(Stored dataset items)
* * *

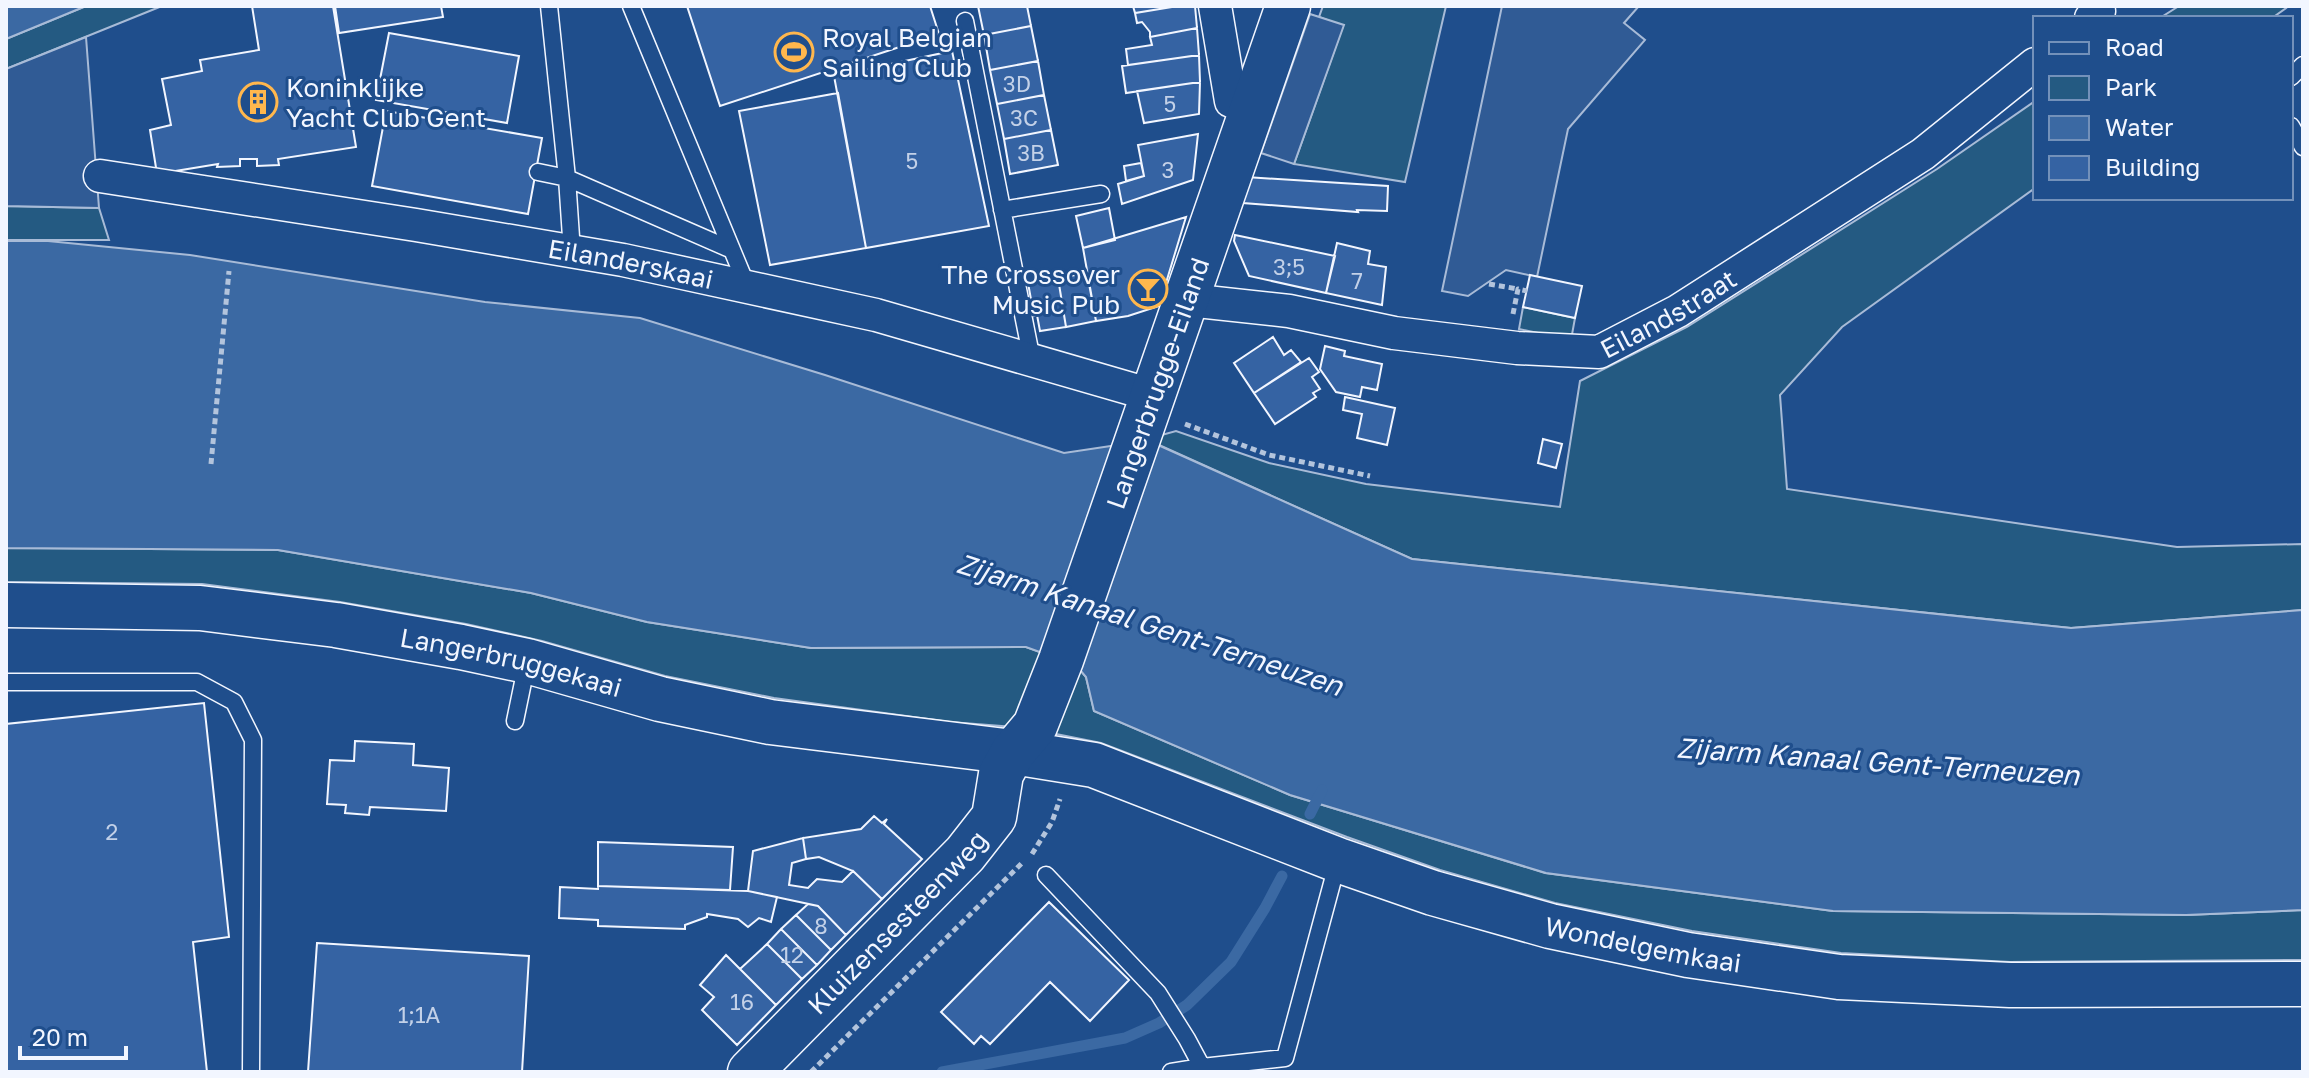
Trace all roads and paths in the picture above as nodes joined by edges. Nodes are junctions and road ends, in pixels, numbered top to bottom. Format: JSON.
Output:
{"nodes":[{"id":1,"x":549,"y":6,"type":"edge"},
{"id":2,"x":631,"y":6,"type":"edge"},
{"id":3,"x":1215,"y":6,"type":"edge"},
{"id":4,"x":1288,"y":6,"type":"edge"},
{"id":5,"x":965,"y":21,"type":"dead end"},
{"id":6,"x":2033,"y":66,"type":"edge"},
{"id":7,"x":1252,"y":108,"type":"junction"},
{"id":8,"x":2293,"y":130,"type":"edge"},
{"id":9,"x":2303,"y":147,"type":"edge"},
{"id":10,"x":538,"y":172,"type":"dead end"},
{"id":11,"x":100,"y":176,"type":"dead end"},
{"id":12,"x":567,"y":178,"type":"junction"},
{"id":13,"x":1101,"y":194,"type":"dead end"},
{"id":14,"x":1002,"y":210,"type":"junction"},
{"id":15,"x":732,"y":250,"type":"junction"},
{"id":16,"x":572,"y":252,"type":"junction"},
{"id":17,"x":229,"y":271,"type":"dead end"},
{"id":18,"x":1489,"y":284,"type":"dead end"},
{"id":19,"x":747,"y":288,"type":"junction"},
{"id":20,"x":1518,"y":289,"type":"dead end"},
{"id":21,"x":1188,"y":300,"type":"junction"},
{"id":22,"x":1032,"y":360,"type":"junction"},
{"id":23,"x":1144,"y":417,"type":"junction"},
{"id":24,"x":211,"y":464,"type":"dead end"},
{"id":25,"x":1370,"y":476,"type":"dead end"},
{"id":26,"x":6,"y":605,"type":"edge"},
{"id":27,"x":527,"y":661,"type":"junction"},
{"id":28,"x":6,"y":682,"type":"edge"},
{"id":29,"x":515,"y":721,"type":"dead end"},
{"id":30,"x":1013,"y":752,"type":"junction"},
{"id":31,"x":1338,"y":860,"type":"junction"},
{"id":32,"x":1046,"y":875,"type":"dead end"},
{"id":33,"x":2303,"y":984,"type":"edge"},
{"id":34,"x":1202,"y":1067,"type":"junction"},
{"id":35,"x":251,"y":1072,"type":"edge"},
{"id":36,"x":750,"y":1072,"type":"edge"},
{"id":37,"x":1171,"y":1072,"type":"edge"}],
"edges":[{"from":1,"to":12,"type":"lane"},
{"from":2,"to":15,"type":"lane"},
{"from":3,"to":7,"type":"street"},
{"from":4,"to":7,"type":"main road","name":"Langerbrugge-Eiland"},
{"from":5,"to":14,"type":"lane"},
{"from":6,"to":21,"type":"street","name":"Eilandstraat"},
{"from":7,"to":21,"type":"main road","name":"Langerbrugge-Eiland"},
{"from":8,"to":9,"type":"lane"},
{"from":10,"to":12,"type":"lane"},
{"from":11,"to":16,"type":"street","name":"Eilanderskaai"},
{"from":12,"to":15,"type":"lane"},
{"from":12,"to":16,"type":"lane"},
{"from":13,"to":14,"type":"lane"},
{"from":14,"to":22,"type":"lane"},
{"from":15,"to":19,"type":"lane"},
{"from":16,"to":19,"type":"street","name":"Eilanderskaai"},
{"from":17,"to":24,"type":"path"},
{"from":18,"to":20,"type":"path"},
{"from":19,"to":22,"type":"street","name":"Eilanderskaai"},
{"from":21,"to":23,"type":"main road","name":"Langerbrugge-Eiland"},
{"from":22,"to":23,"type":"street","name":"Eilanderskaai"},
{"from":23,"to":25,"type":"path"},
{"from":23,"to":30,"type":"main road","name":"Langerbrugge-Eiland"},
{"from":26,"to":27,"type":"main road","name":"Langerbruggekaai"},
{"from":27,"to":29,"type":"lane"},
{"from":27,"to":30,"type":"main road","name":"Langerbruggekaai"},
{"from":28,"to":35,"type":"lane"},
{"from":30,"to":31,"type":"main road","name":"Wondelgemkaai"},
{"from":30,"to":36,"type":"main road","name":"Kluizensesteenweg"},
{"from":31,"to":33,"type":"main road","name":"Wondelgemkaai"},
{"from":31,"to":34,"type":"lane"},
{"from":32,"to":34,"type":"lane"},
{"from":34,"to":37,"type":"lane"}]}
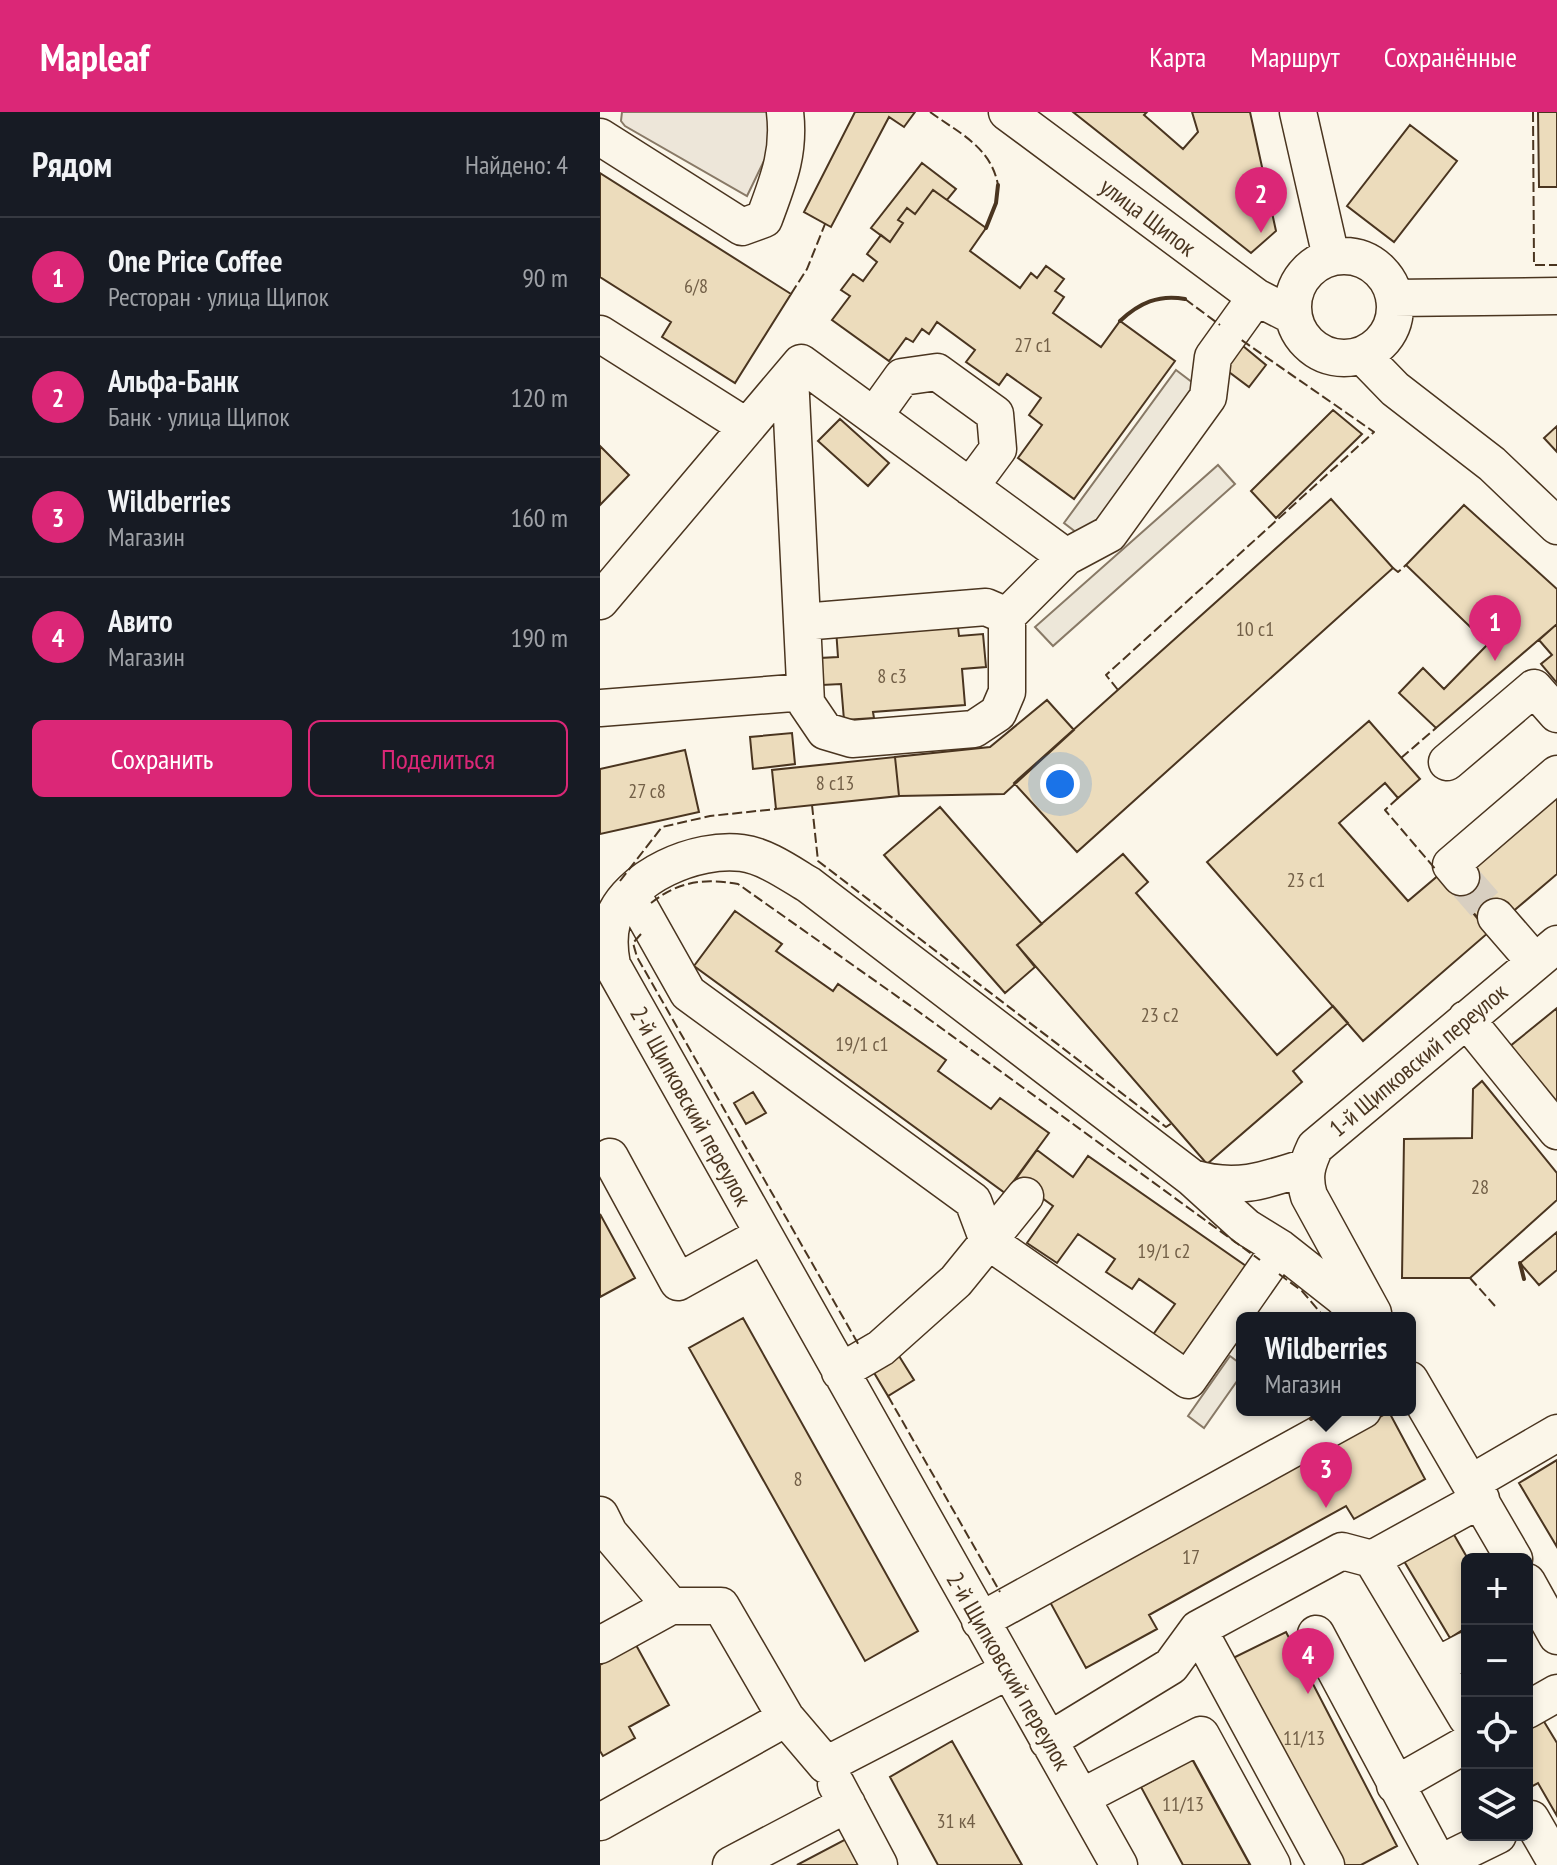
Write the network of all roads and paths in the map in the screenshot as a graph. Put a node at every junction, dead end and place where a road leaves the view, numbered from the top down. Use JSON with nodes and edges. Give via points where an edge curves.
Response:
{"nodes":[{"id":1,"x":785,"y":112,"type":"edge"},
{"id":2,"x":1007,"y":112,"type":"edge"},
{"id":3,"x":1298,"y":112,"type":"edge"},
{"id":4,"x":600,"y":137,"type":"edge"},
{"id":5,"x":1331,"y":257,"type":"junction"},
{"id":6,"x":1557,"y":296,"type":"edge"},
{"id":7,"x":1256,"y":297,"type":"junction"},
{"id":8,"x":1394,"y":298,"type":"junction"},
{"id":9,"x":1293,"y":316,"type":"junction"},
{"id":10,"x":600,"y":334,"type":"edge"},
{"id":11,"x":1362,"y":355,"type":"junction"},
{"id":12,"x":790,"y":376,"type":"junction"},
{"id":13,"x":874,"y":416,"type":"junction"},
{"id":14,"x":747,"y":427,"type":"junction"},
{"id":15,"x":970,"y":487,"type":"junction"},
{"id":16,"x":1557,"y":526,"type":"edge"},
{"id":17,"x":1066,"y":557,"type":"junction"},
{"id":18,"x":600,"y":601,"type":"edge"},
{"id":19,"x":1007,"y":616,"type":"junction"},
{"id":20,"x":802,"y":622,"type":"junction"},
{"id":21,"x":805,"y":692,"type":"junction"},
{"id":22,"x":600,"y":708,"type":"edge"},
{"id":23,"x":1557,"y":714,"type":"edge"},
{"id":24,"x":1447,"y":762,"type":"dead end"},
{"id":25,"x":1557,"y":774,"type":"edge"},
{"id":26,"x":1461,"y":877,"type":"dead end"},
{"id":27,"x":628,"y":896,"type":"junction"},
{"id":28,"x":1496,"y":917,"type":"tunnel mouth"},
{"id":29,"x":1546,"y":953,"type":"edge"},
{"id":30,"x":606,"y":967,"type":"edge"},
{"id":31,"x":1466,"y":1019,"type":"junction"},
{"id":32,"x":1557,"y":1131,"type":"edge"},
{"id":33,"x":610,"y":1157,"type":"dead end"},
{"id":34,"x":1306,"y":1167,"type":"junction"},
{"id":35,"x":1192,"y":1178,"type":"junction"},
{"id":36,"x":1025,"y":1196,"type":"dead end"},
{"id":37,"x":763,"y":1235,"type":"junction"},
{"id":38,"x":988,"y":1241,"type":"junction"},
{"id":39,"x":1280,"y":1248,"type":"junction"},
{"id":40,"x":1358,"y":1312,"type":"edge"},
{"id":41,"x":1373,"y":1312,"type":"edge"},
{"id":42,"x":840,"y":1372,"type":"junction"},
{"id":43,"x":1416,"y":1390,"type":"edge"},
{"id":44,"x":1352,"y":1416,"type":"edge"},
{"id":45,"x":1557,"y":1433,"type":"edge"},
{"id":46,"x":1476,"y":1491,"type":"junction"},
{"id":47,"x":603,"y":1529,"type":"edge"},
{"id":48,"x":1511,"y":1553,"type":"edge"},
{"id":49,"x":1372,"y":1559,"type":"junction"},
{"id":50,"x":671,"y":1606,"type":"junction"},
{"id":51,"x":980,"y":1621,"type":"junction"},
{"id":52,"x":1198,"y":1629,"type":"junction"},
{"id":53,"x":1316,"y":1634,"type":"dead end"},
{"id":54,"x":600,"y":1645,"type":"edge"},
{"id":55,"x":1452,"y":1658,"type":"edge"},
{"id":56,"x":1008,"y":1671,"type":"junction"},
{"id":57,"x":1557,"y":1693,"type":"edge"},
{"id":58,"x":1462,"y":1697,"type":"edge"},
{"id":59,"x":1533,"y":1707,"type":"edge"},
{"id":60,"x":786,"y":1718,"type":"junction"},
{"id":61,"x":1048,"y":1741,"type":"junction"},
{"id":62,"x":1461,"y":1747,"type":"edge"},
{"id":63,"x":826,"y":1765,"type":"junction"},
{"id":64,"x":1395,"y":1785,"type":"junction"},
{"id":65,"x":1082,"y":1797,"type":"junction"},
{"id":66,"x":847,"y":1804,"type":"junction"},
{"id":67,"x":600,"y":1822,"type":"edge"},
{"id":68,"x":1533,"y":1822,"type":"edge"},
{"id":69,"x":1485,"y":1841,"type":"edge"},
{"id":70,"x":1437,"y":1864,"type":"edge"},
{"id":71,"x":1557,"y":1864,"type":"edge"},
{"id":72,"x":731,"y":1865,"type":"edge"},
{"id":73,"x":879,"y":1865,"type":"edge"},
{"id":74,"x":1119,"y":1865,"type":"edge"},
{"id":75,"x":1272,"y":1865,"type":"edge"},
{"id":76,"x":1326,"y":1865,"type":"edge"}],
"edges":[{"from":1,"to":4,"type":"street","via":[[783,170],[764,219],[742,227]]},
{"from":2,"to":7,"type":"street","name":"улица Щипок"},
{"from":3,"to":5,"type":"street"},
{"from":5,"to":8,"type":"street","via":[[1364,260],[1378,269]]},
{"from":5,"to":9,"type":"street","via":[[1305,273],[1297,286]]},
{"from":6,"to":8,"type":"street"},
{"from":7,"to":9,"type":"street","name":"улица Щипок"},
{"from":7,"to":17,"type":"street","via":[[1213,357],[1208,397],[1109,534]]},
{"from":8,"to":11,"type":"street","via":[[1388,332]]},
{"from":9,"to":11,"type":"street","via":[[1307,343],[1319,352],[1332,357]]},
{"from":10,"to":14,"type":"street"},
{"from":11,"to":16,"type":"street"},
{"from":12,"to":13,"type":"street","via":[[801,363]]},
{"from":12,"to":14,"type":"street"},
{"from":12,"to":20,"type":"street"},
{"from":13,"to":15,"type":"street"},
{"from":13,"to":15,"type":"street","via":[[902,377],[937,372],[995,414],[998,449]]},
{"from":14,"to":18,"type":"street"},
{"from":15,"to":17,"type":"street"},
{"from":17,"to":19,"type":"street"},
{"from":19,"to":20,"type":"street","via":[[986,607]]},
{"from":19,"to":21,"type":"street","via":[[1007,692],[998,713],[974,729],[852,739],[825,731],[806,703]]},
{"from":20,"to":21,"type":"street"},
{"from":21,"to":22,"type":"street"},
{"from":23,"to":24,"type":"street","via":[[1534,688]]},
{"from":25,"to":26,"type":"street","via":[[1451,865]]},
{"from":27,"to":30,"type":"street","name":"2-й Щипковский переулок","via":[[613,919]]},
{"from":27,"to":35,"type":"street","name":"2-й Щипковский переулок","via":[[654,874],[720,851],[771,863],[809,885]]},
{"from":27,"to":38,"type":"street","via":[[639,906],[688,993],[973,1201]]},
{"from":28,"to":29,"type":"street"},
{"from":29,"to":31,"type":"street","name":"1-й Щипковский переулок"},
{"from":30,"to":37,"type":"street","name":"2-й Щипковский переулок"},
{"from":31,"to":32,"type":"street"},
{"from":31,"to":34,"type":"street","name":"1-й Щипковский переулок","via":[[1315,1147]]},
{"from":33,"to":37,"type":"street","via":[[678,1282]]},
{"from":34,"to":35,"type":"street","name":"2-й Щипковский переулок","via":[[1238,1185]]},
{"from":34,"to":41,"type":"street","via":[[1309,1196]]},
{"from":35,"to":39,"type":"street","name":"2-й Щипковский переулок","via":[[1246,1227]]},
{"from":36,"to":38,"type":"street"},
{"from":37,"to":42,"type":"street","name":"2-й Щипковский переулок"},
{"from":38,"to":39,"type":"street","via":[[1188,1380]]},
{"from":38,"to":42,"type":"street","via":[[956,1281],[881,1348]]},
{"from":39,"to":40,"type":"street","name":"2-й Щипковский переулок"},
{"from":42,"to":51,"type":"street","name":"2-й Щипковский переулок"},
{"from":43,"to":46,"type":"street"},
{"from":44,"to":51,"type":"street"},
{"from":45,"to":46,"type":"street"},
{"from":46,"to":48,"type":"street"},
{"from":46,"to":49,"type":"street"},
{"from":47,"to":50,"type":"street"},
{"from":49,"to":52,"type":"street","via":[[1342,1551]]},
{"from":49,"to":55,"type":"street"},
{"from":50,"to":54,"type":"street"},
{"from":50,"to":60,"type":"street","via":[[721,1606]]},
{"from":51,"to":56,"type":"street","name":"2-й Щипковский переулок"},
{"from":52,"to":61,"type":"street","via":[[1171,1666]]},
{"from":52,"to":76,"type":"street"},
{"from":53,"to":64,"type":"street"},
{"from":55,"to":58,"type":"street"},
{"from":56,"to":61,"type":"street","name":"2-й Щипковский переулок"},
{"from":56,"to":63,"type":"street"},
{"from":57,"to":59,"type":"street"},
{"from":60,"to":63,"type":"street"},
{"from":60,"to":67,"type":"street"},
{"from":61,"to":65,"type":"street","name":"2-й Щипковский переулок"},
{"from":62,"to":64,"type":"street"},
{"from":63,"to":66,"type":"street"},
{"from":64,"to":70,"type":"street"},
{"from":65,"to":74,"type":"street","name":"2-й Щипковский переулок"},
{"from":65,"to":75,"type":"street","via":[[1201,1735]]},
{"from":66,"to":72,"type":"street"},
{"from":66,"to":73,"type":"street"},
{"from":68,"to":71,"type":"street"},
{"from":69,"to":70,"type":"street"}]}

* * *

• [Work to be completed]: In the entries above, which lines hold the string "улица"? Report all of them.

• [Exercise output]:
{"from":2,"to":7,"type":"street","name":"улица Щипок"},
{"from":7,"to":9,"type":"street","name":"улица Щипок"},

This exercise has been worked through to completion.